• **Exercise data**
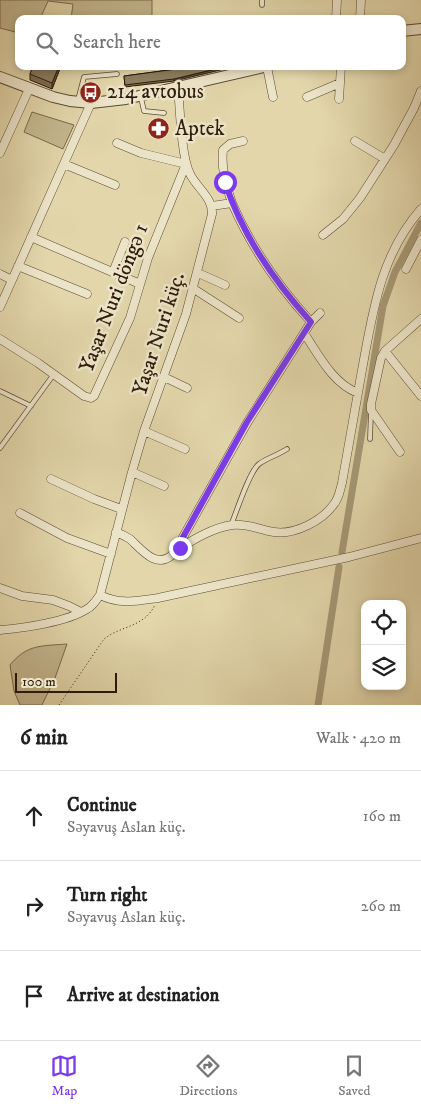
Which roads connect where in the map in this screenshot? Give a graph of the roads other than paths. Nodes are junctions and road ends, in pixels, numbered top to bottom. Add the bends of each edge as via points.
1 (262, 0) edge
2 (337, 0) edge
3 (361, 0) edge
4 (262, 5) dead end
5 (336, 15) edge
6 (360, 15) edge
7 (421, 29) edge
8 (406, 31) edge
9 (250, 70) edge
10 (269, 70) edge
11 (341, 70) edge
12 (117, 74) dead end
13 (0, 77) edge
14 (340, 83) junction
15 (178, 86) junction
16 (28, 89) junction
17 (421, 92) edge
18 (140, 96) junction
19 (273, 97) dead end
20 (307, 97) dead end
21 (339, 99) dead end
22 (78, 103) junction
23 (92, 103) junction
24 (164, 113) dead end
25 (243, 141) dead end
26 (355, 141) dead end
27 (117, 143) dead end
28 (0, 153) edge
29 (385, 159) junction
30 (64, 164) junction
31 (186, 164) junction
32 (115, 185) dead end
33 (232, 202) junction
34 (212, 206) junction
35 (421, 209) edge
36 (323, 235) dead end
37 (31, 237) junction
38 (421, 240) edge
39 (124, 242) dead end
40 (18, 266) junction
41 (406, 269) dead end
42 (112, 272) junction
43 (198, 273) junction
44 (0, 274) edge
45 (12, 280) junction
46 (140, 284) junction
47 (224, 285) dead end
48 (194, 289) junction
49 (87, 294) dead end
50 (0, 307) edge
51 (320, 314) dead end
52 (239, 318) dead end
53 (421, 319) edge
54 (311, 322) junction
55 (304, 333) junction
56 (0, 339) edge
57 (385, 351) junction
58 (54, 374) junction
59 (164, 377) junction
60 (186, 388) dead end
61 (0, 391) edge
62 (358, 392) junction
63 (421, 396) edge
64 (31, 406) junction
65 (371, 410) junction
66 (144, 431) junction
67 (370, 439) dead end
68 (0, 448) edge
69 (286, 449) dead end
70 (185, 450) dead end
71 (400, 452) dead end
72 (132, 472) junction
73 (51, 479) dead end
74 (164, 486) dead end
75 (121, 509) junction
76 (20, 513) dead end
77 (231, 525) junction
78 (116, 532) junction
79 (421, 538) edge
80 (180, 548) junction
81 (111, 554) junction
82 (0, 588) edge
83 (100, 595) junction
84 (81, 612) junction
85 (0, 630) edge

1 - 4 lane
2 - 5 street
3 - 6 street
7 - 8 street
9 - 15 street
10 - 19 street
11 - 14 street
12 - 22 lane via 84,77
13 - 16 street
14 - 20 street
14 - 21 street
15 - 18 street
15 - 31 street
16 - 22 street
16 - 28 street
17 - 29 street
18 - 23 street
18 - 24 lane via 144,111
22 - 23 street
23 - 30 street
25 - 33 street via 230,144 223,150 225,182
26 - 29 street
27 - 31 street via 141,153
29 - 36 street via 343,219
30 - 32 street
30 - 37 street
31 - 34 street
31 - 46 street, Yaşar Nuri döngə 1
33 - 34 street
33 - 54 street via 271,273
34 - 43 street, Yaşar Nuri küç.
35 - 62 street via 389,257 374,303
37 - 40 street
37 - 42 street
38 - 41 street
39 - 42 street
40 - 45 street
40 - 49 street
42 - 46 street
43 - 47 street
43 - 48 street, Yaşar Nuri küç.
44 - 45 street
45 - 50 street
46 - 58 street, Yaşar Nuri döngə 1 via 130,318 94,396 84,396
48 - 52 street
48 - 59 street, Yaşar Nuri küç.
51 - 54 street
53 - 57 street
54 - 55 street
55 - 62 street via 330,371 347,388
55 - 80 street via 247,422
56 - 58 street, Yaşar Nuri döngə 1
57 - 63 street
57 - 65 street
58 - 64 lane
59 - 60 street
59 - 66 street, Yaşar Nuri küç.
61 - 64 lane
62 - 77 street via 342,482 334,504 306,526 290,531 275,532 252,525
64 - 68 lane
65 - 67 lane
65 - 71 street
66 - 70 street
66 - 72 street, Yaşar Nuri küç.
69 - 77 lane via 260,463 253,471
72 - 74 street
72 - 75 street, Yaşar Nuri küç.
73 - 75 street
75 - 78 street, Yaşar Nuri küç.
76 - 81 street via 67,538
77 - 80 street via 204,534
78 - 80 street via 152,559 160,561
78 - 81 street, Yaşar Nuri küç.
79 - 83 street via 349,557 158,598 121,602
81 - 83 street, Yaşar Nuri küç.
82 - 84 street via 22,596 53,600
83 - 84 street
84 - 85 street via 35,626

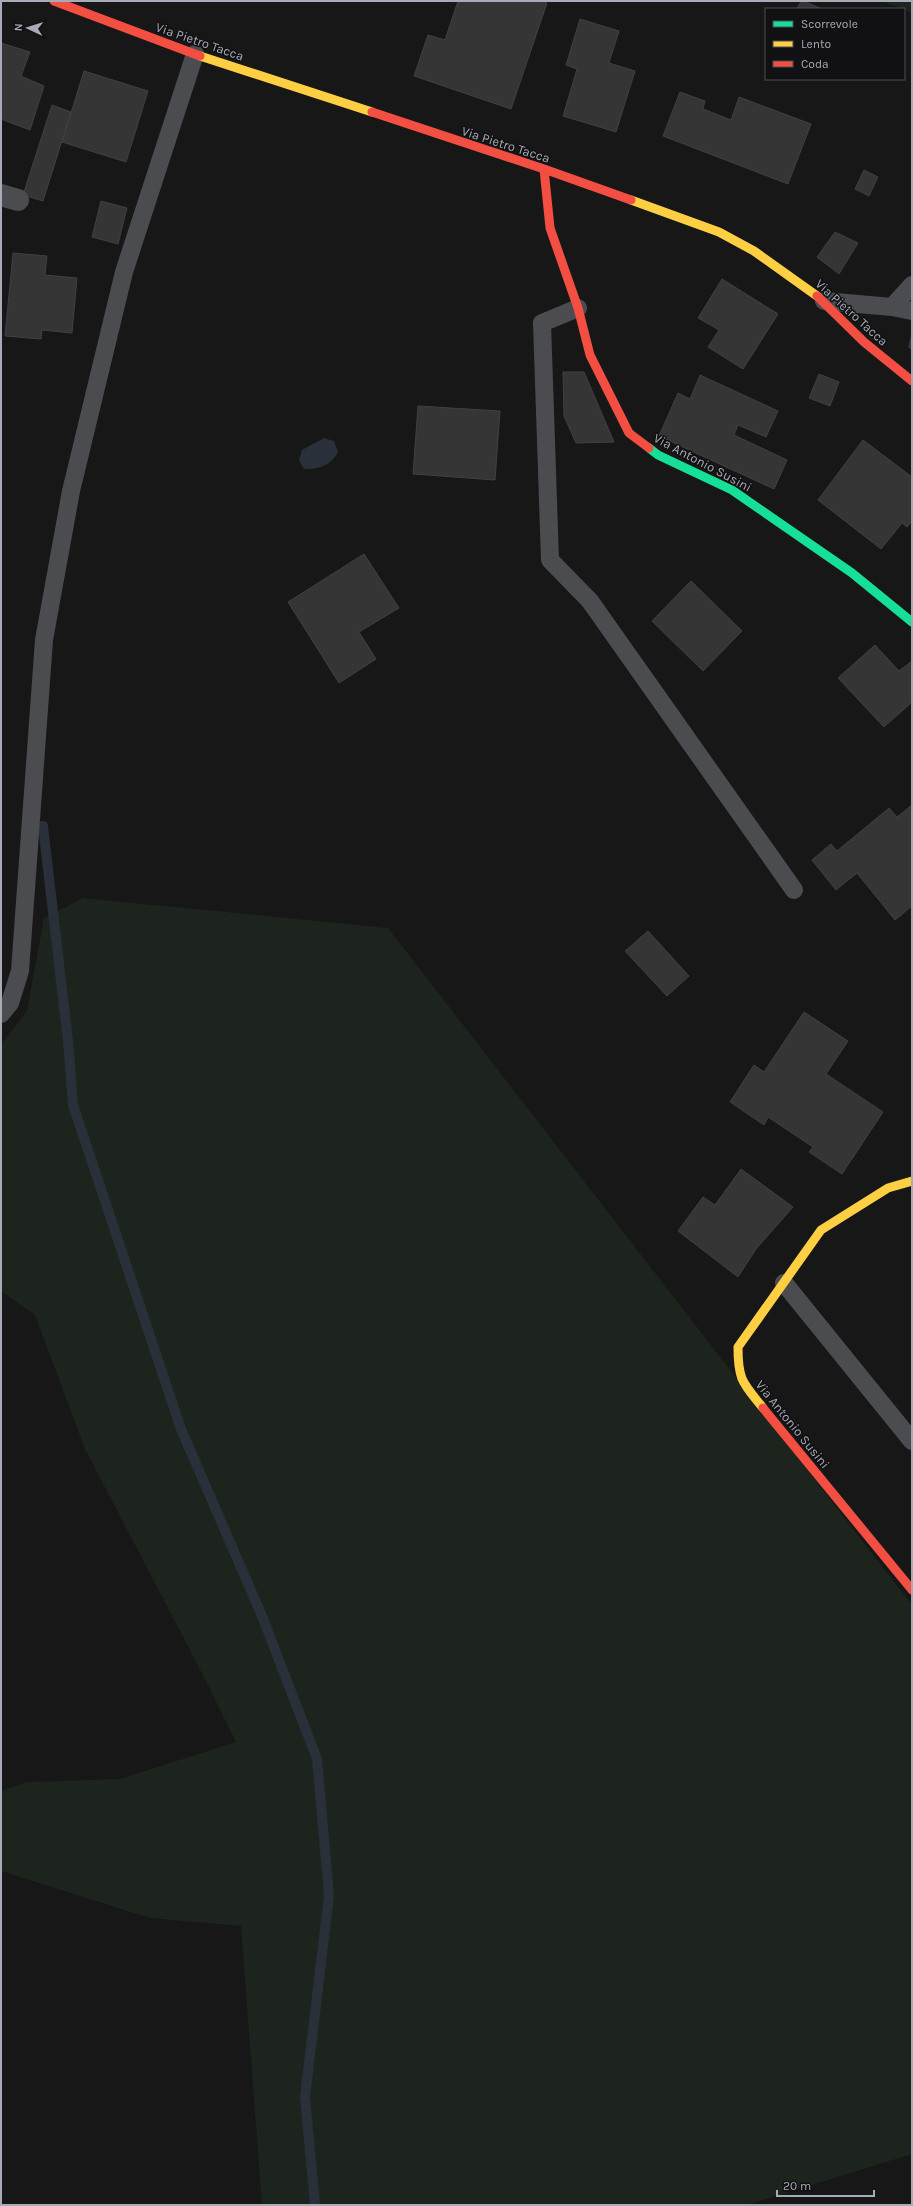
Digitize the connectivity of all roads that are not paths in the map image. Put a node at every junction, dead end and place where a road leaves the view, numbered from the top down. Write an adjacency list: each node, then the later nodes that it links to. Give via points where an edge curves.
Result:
1 (54, 1): 2 (street, Via Pietro Tacca)
2 (195, 54): 3 (street, Via Pietro Tacca); 12 (lane, via 124,272 71,491 44,640 20,971 10,1003)
3 (544, 169): 5 (street, Via Pietro Tacca, via 718,232 754,251); 7 (street, Via Antonio Susini, via 550,228)
4 (912, 285): 6 (lane)
5 (824, 301): 6 (lane); 9 (street, Via Pietro Tacca, via 864,342)
6 (892, 307): 8 (lane)
7 (578, 308): 10 (street, Via Antonio Susini, via 590,355 629,433 658,455 744,498 852,573); 11 (lane, via 542,324 550,560 590,601)
8 (912, 311)
9 (912, 381)
10 (912, 622)
11 (794, 890)
12 (1, 1014)
13 (912, 1181): 14 (street, Via Antonio Susini, via 888,1188 821,1230)
14 (784, 1283): 15 (lane); 16 (street, Via Antonio Susini, via 738,1347 742,1382)
15 (912, 1441)
16 (912, 1590)

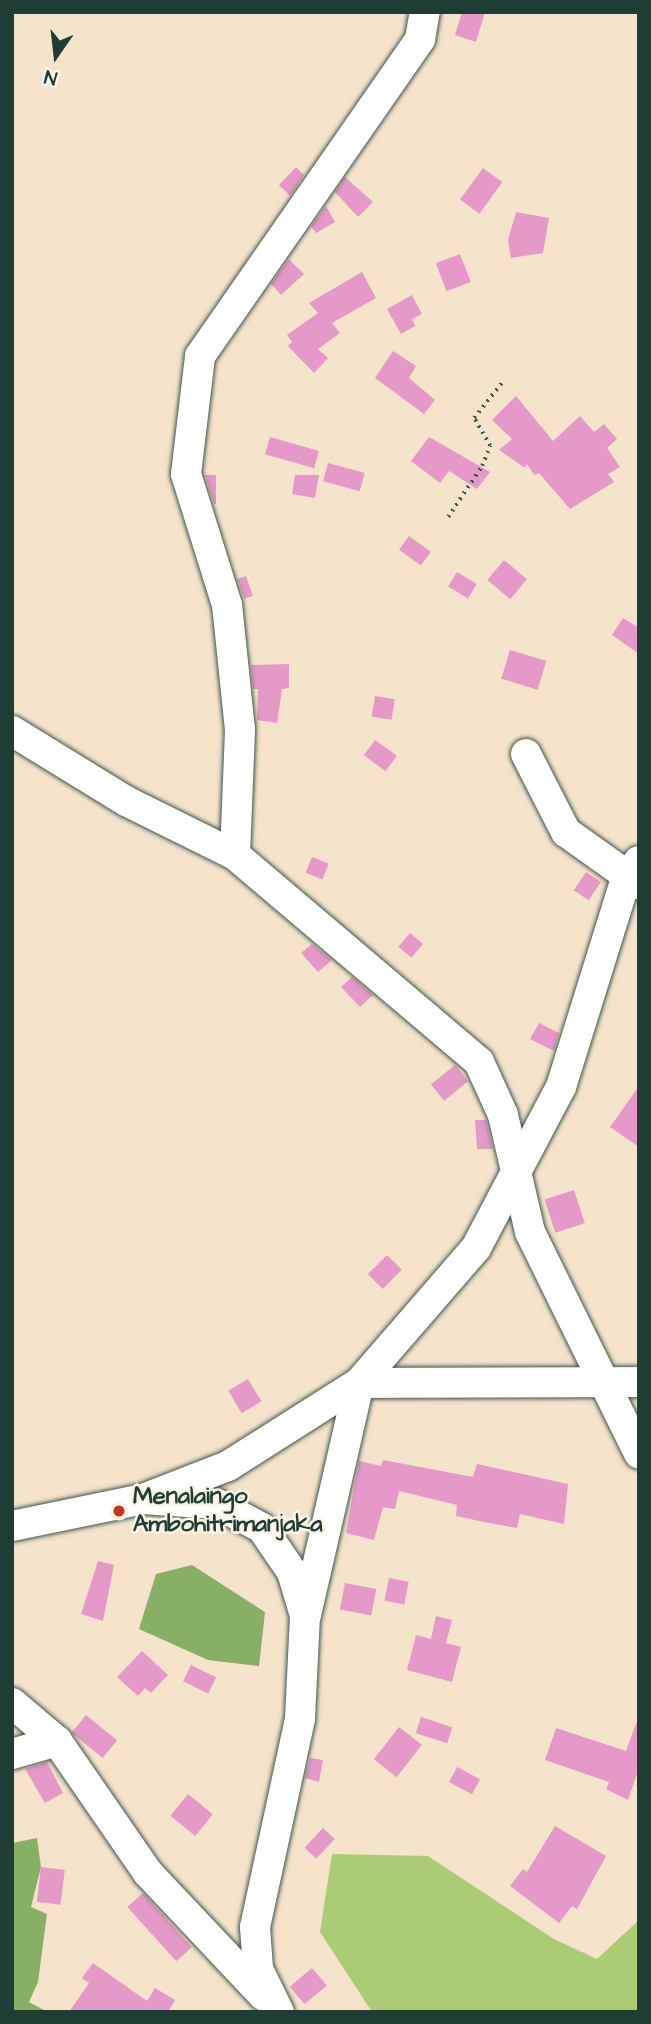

• **Required work**
Please state how many lines in the entries above include the word "roads", giving only the number.

• **Answer to this task**
2